[Tarantool-patches] [PATCH v3 07/12] box: introduce `box.ctl.demote`
Sergey Petrenko
sergepetrenko at tarantool.org
Thu Jul 29 23:56:45 MSK 2021
27.07.2021 02:50, Vladislav Shpilevoy пишет:
> Thanks for the fixes!
>
> On 23.07.2021 09:44, Sergey Petrenko wrote:
>> 22.07.2021 01:28, Vladislav Shpilevoy пишет:
>>> Thanks for the fixes!
>>>
>>>>> 2. On top of this commit and on top of the branch too I tried to
>>>>> promote a candidate and got a strange error in the logs, although
>>>>> the promotion was successful:
>>>>>
>>>>> --
>>>>> -- Instance 1
>>>>> --
>>>>>
>>>>> -- Step 1
>>>>> box.cfg{
>>>>> listen = 3313,
>>>>> election_mode = 'candidate',
>>>>> replication_synchro_quorum = 2,
>>>>> replication = {'localhost:3314', 'localhost:3313'}
>>>>> }
>>>>> box.schema.user.grant('guest', 'super')
>>>>>
>>>>>
>>>>> --
>>>>> -- Instance 2
>>>>> --
>>>>>
>>>>> -- Step 2
>>>>> box.cfg{
>>>>> listen = 3314,
>>>>> election_mode = 'voter',
>>>>> replication_synchro_quorum = 2,
>>>>> replication = {'localhost:3314', 'localhost:3313'},
>>>>> read_only = true,
>>>>> }
>>>>>
>>>>> -- Step 3
>>>>> box.cfg{read_only = false, election_mode = 'candidate'}
>>>>>
>>>>> -- Step 4
>>>>> box.ctl.promote()
>>>>>
>>>>> main/112/raft_worker box.cc:1538 E> ER_UNSUPPORTED: box.ctl.promote does not support simultaneous invocations
>>>>> ---
>>>>> ...
>>>> That's because once a candidate becomes the leader, it tries to issue `box.ctl.promote()`, and fails,
>>>> since we're already in `box.ctl.promote()` call.

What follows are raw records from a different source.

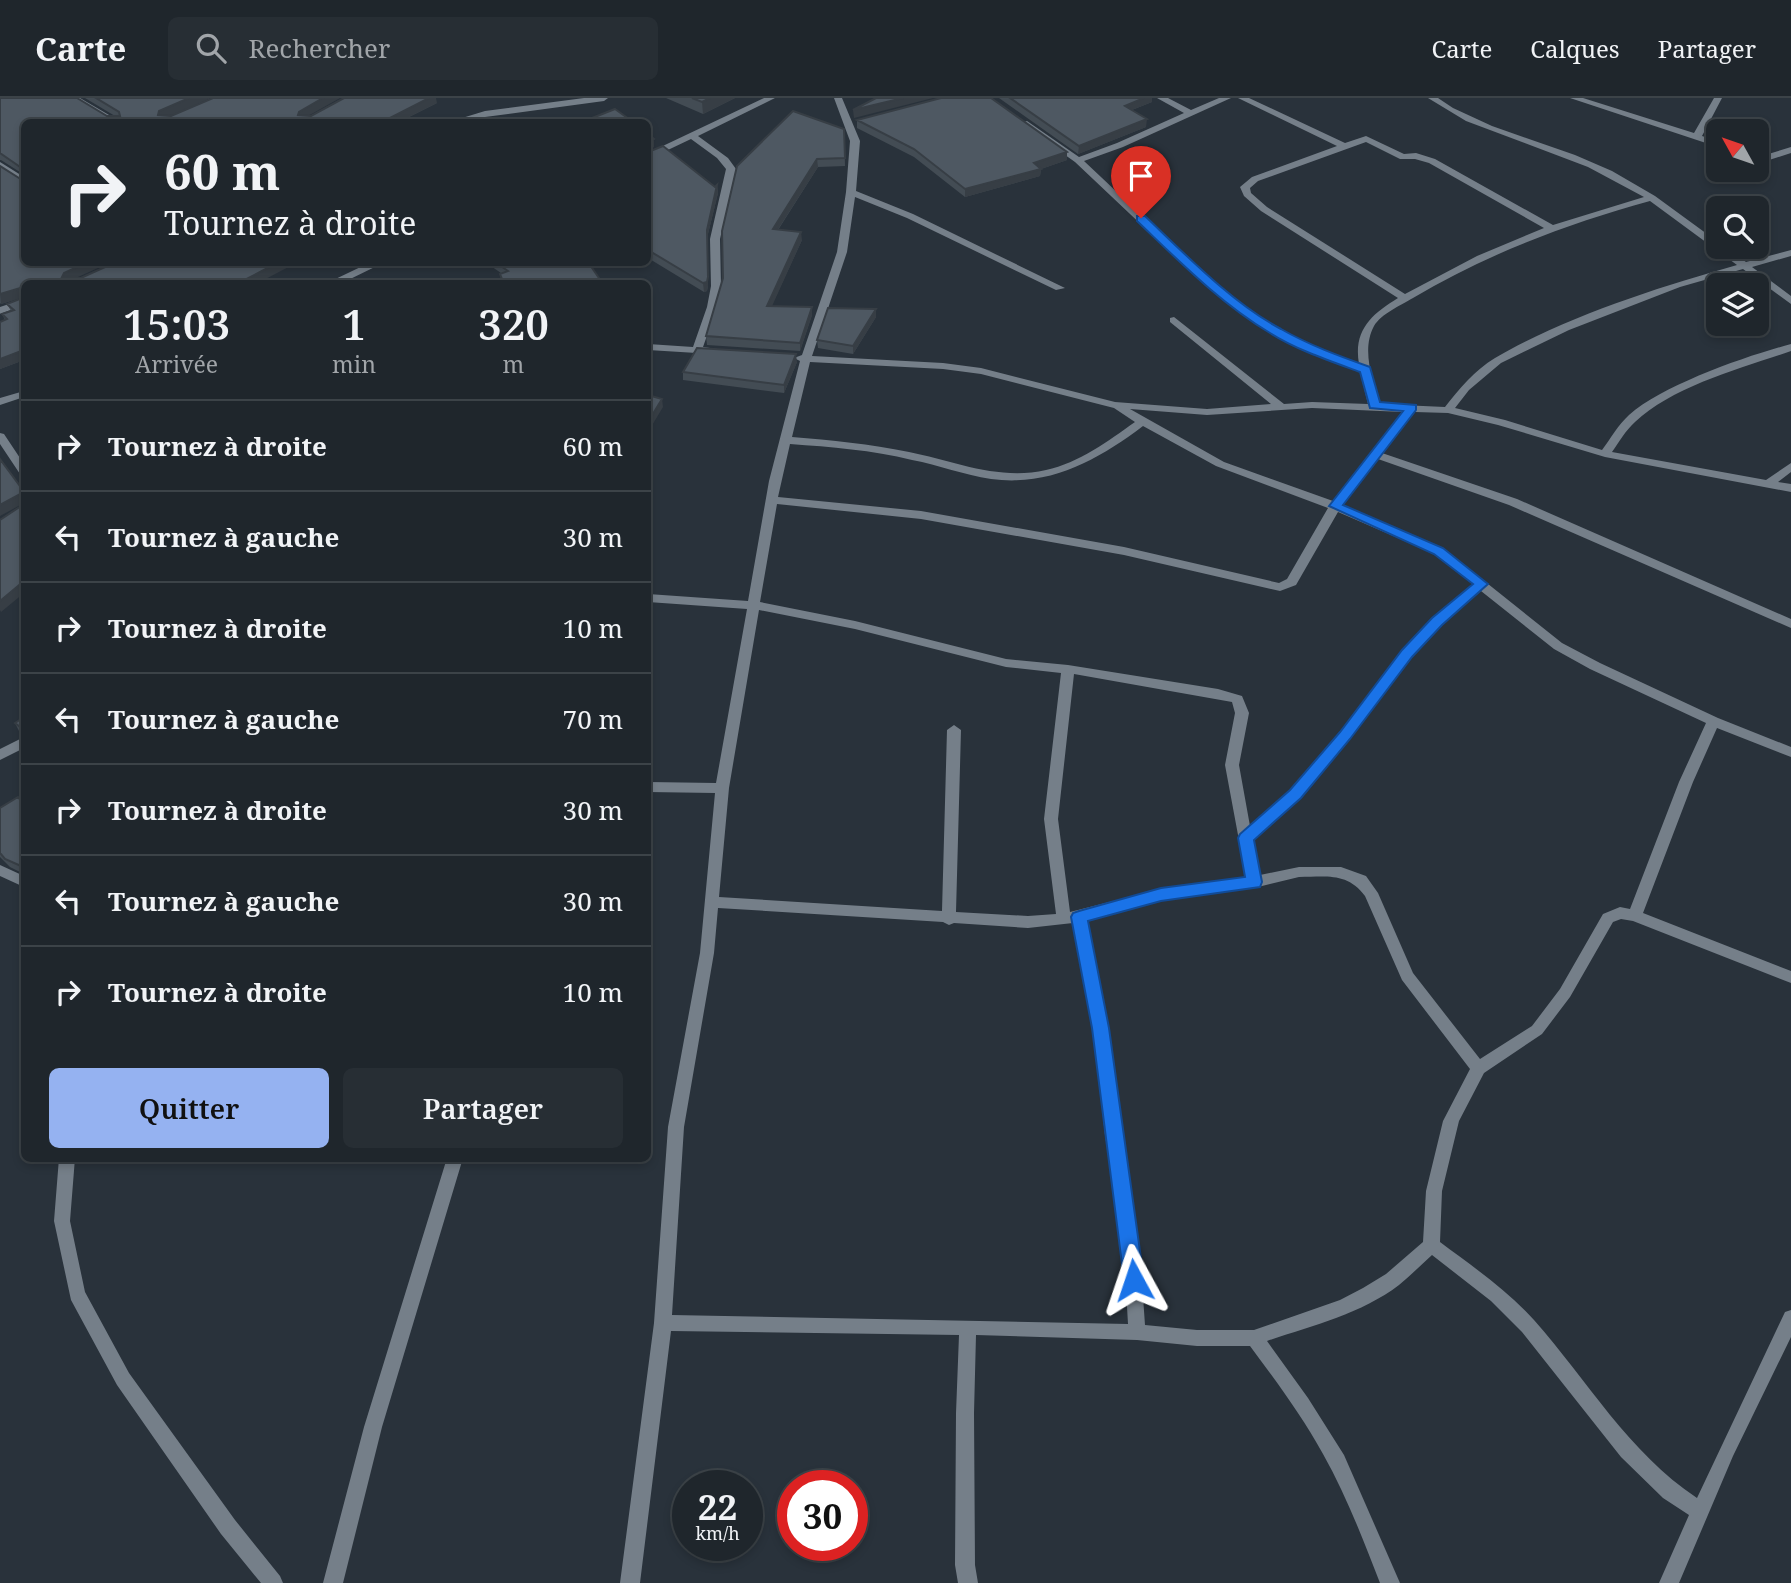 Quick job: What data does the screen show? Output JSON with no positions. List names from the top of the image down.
{
  "north": "top left",
  "page": {
    "header": "Carte",
    "search": "Rechercher",
    "nav": ["Carte", "Calques", "Partager"],
    "turn": ["60 m", "Tournez à droite"],
    "eta": [
      "15:03",
      "Arrivée",
      "1",
      "min",
      "320",
      "m"
    ],
    "list": [
      {
        "name": "Tournez à droite",
        "value": "60 m"
      },
      {
        "name": "Tournez à gauche",
        "value": "30 m"
      },
      {
        "name": "Tournez à droite",
        "value": "10 m"
      },
      {
        "name": "Tournez à gauche",
        "value": "70 m"
      },
      {
        "name": "Tournez à droite",
        "value": "30 m"
      },
      {
        "name": "Tournez à gauche",
        "value": "30 m"
      },
      {
        "name": "Tournez à droite",
        "value": "10 m"
      }
    ],
    "buttons": ["Quitter", "Partager"],
    "speed": "22 km/h",
    "limit": "30"
  }
} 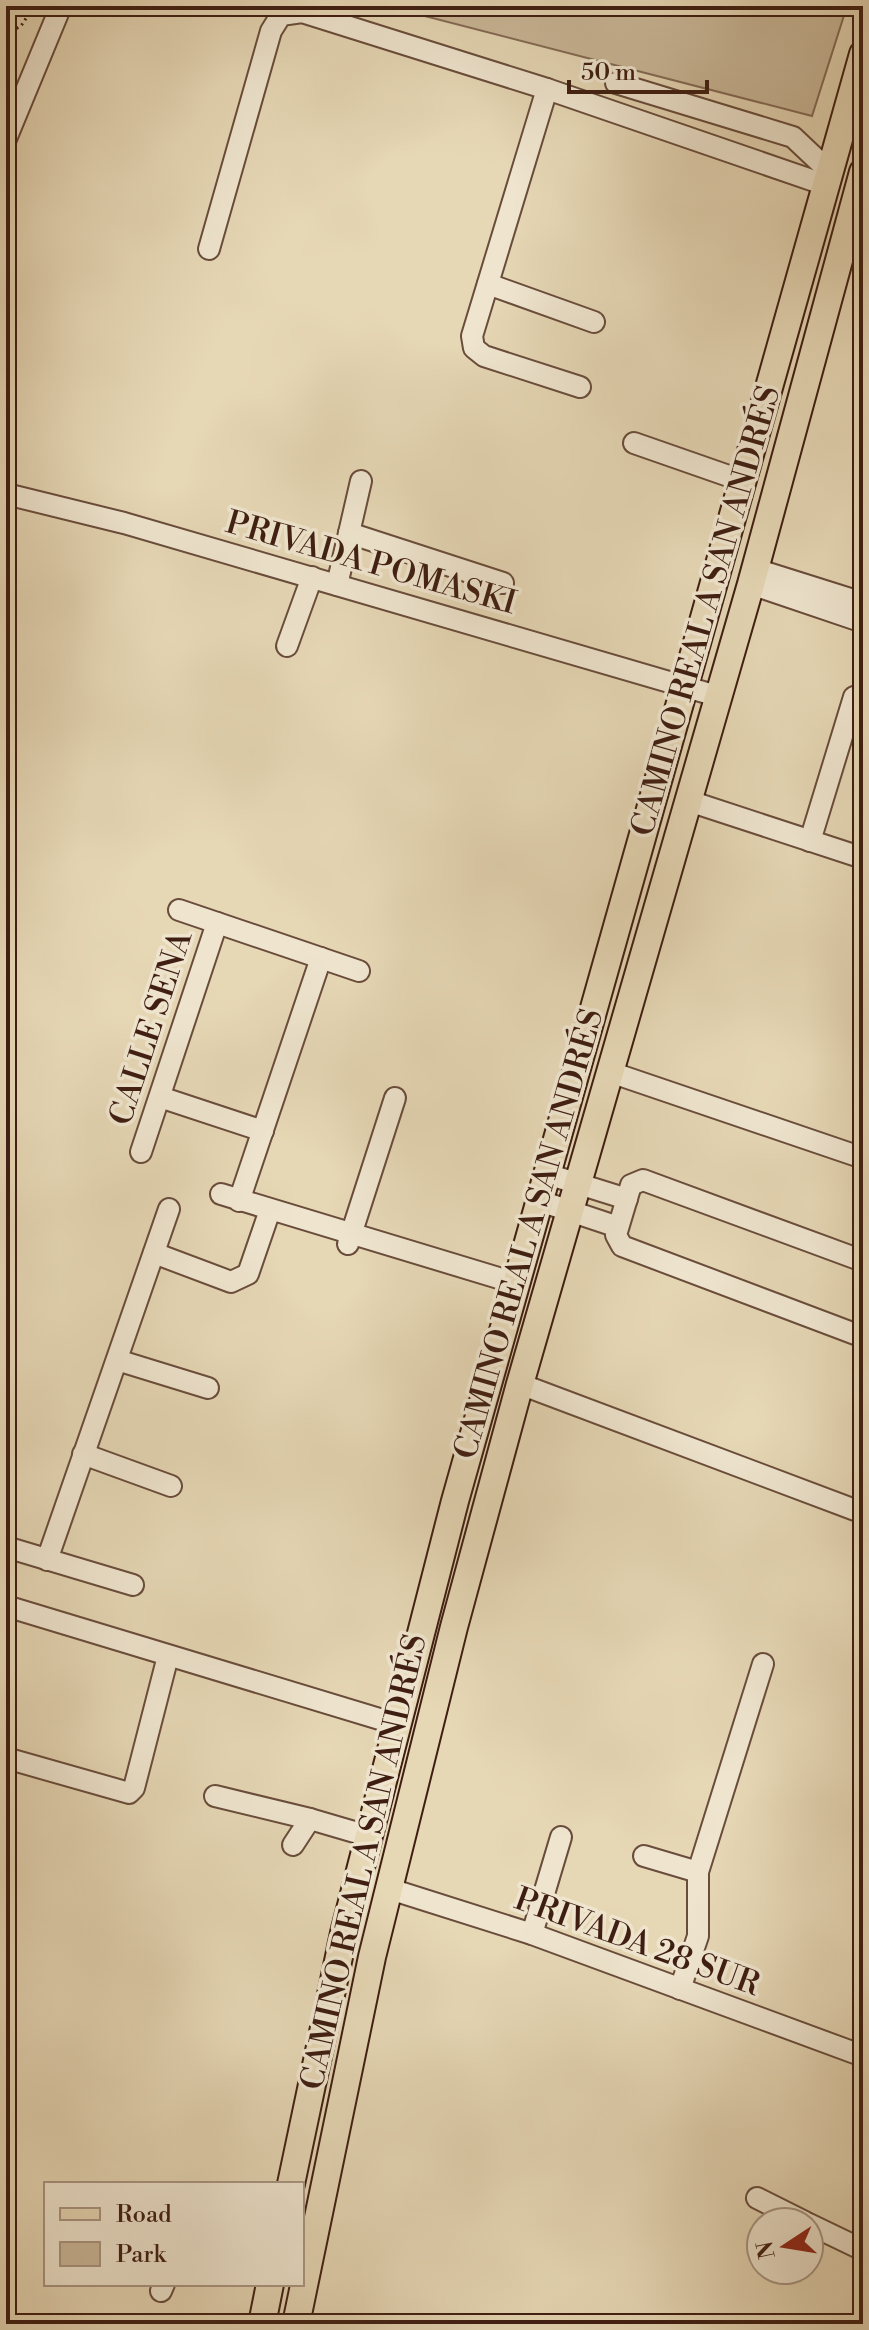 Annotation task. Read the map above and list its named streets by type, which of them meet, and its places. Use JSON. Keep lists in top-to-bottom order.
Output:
{
  "streets": {
    "main road": ["CAMINO REAL A SAN ANDRÉS"],
    "street": ["PRIVADA POMASKI", "CALLE SENA", "PRIVADA 28 SUR"]
  },
  "crossings": [
    ["PRIVADA POMASKI", "CAMINO REAL A SAN ANDRÉS"],
    ["CAMINO REAL A SAN ANDRÉS", "PRIVADA 28 SUR"]
  ],
  "legend": ["Road", "Park"],
  "scale_bar": "50 m",
  "north": "left"
}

>>>> I'm not sure how to handle that properly. This doesn't break anything though.
>>> Still, the error message looks really not good. There is an option -
>>> make box_promote() for candidate node just call raft_promote() and set
>>> box_in_promote = false. Then wait for the term outcome. Will it work?
>>> You would need to rebase your patchset on master branch then.
>> Hmm, I don't like that. This will work, but it will complicate things in
>>
>> box_promote even more. Now one has to keep in mind that a manual
>>
>> promote call has 2 phases, one when it is issued manually and the other
>>
>> when it's called automatically when (and if) the instance becomes the leader.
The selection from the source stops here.